**PROBLEM**
Gather each line of the entries below that includes "hand".

::::::::::

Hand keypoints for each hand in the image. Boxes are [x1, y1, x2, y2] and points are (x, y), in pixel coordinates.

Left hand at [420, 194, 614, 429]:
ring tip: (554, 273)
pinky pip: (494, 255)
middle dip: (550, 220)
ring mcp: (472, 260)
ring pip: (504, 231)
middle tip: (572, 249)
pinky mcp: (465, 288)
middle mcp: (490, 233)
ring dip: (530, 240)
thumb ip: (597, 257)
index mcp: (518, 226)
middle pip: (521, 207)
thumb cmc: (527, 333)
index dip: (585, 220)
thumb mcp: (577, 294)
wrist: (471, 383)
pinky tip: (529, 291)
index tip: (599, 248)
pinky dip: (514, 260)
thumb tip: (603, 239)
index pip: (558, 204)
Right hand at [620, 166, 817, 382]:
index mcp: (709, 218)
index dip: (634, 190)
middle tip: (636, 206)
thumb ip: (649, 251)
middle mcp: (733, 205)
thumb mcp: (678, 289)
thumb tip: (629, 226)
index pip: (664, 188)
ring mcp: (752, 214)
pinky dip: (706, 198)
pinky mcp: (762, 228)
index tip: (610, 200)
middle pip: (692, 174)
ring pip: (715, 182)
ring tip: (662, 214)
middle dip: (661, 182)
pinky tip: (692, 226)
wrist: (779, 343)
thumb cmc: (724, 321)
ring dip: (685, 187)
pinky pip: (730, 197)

::::::::::

**TASK RESULT**
Hand keypoints for each hand in the image. Boxes are [x1, y1, x2, y2] and points are (x, y), in pixel coordinates.
Left hand at [420, 194, 614, 429]:
Right hand at [620, 166, 817, 382]:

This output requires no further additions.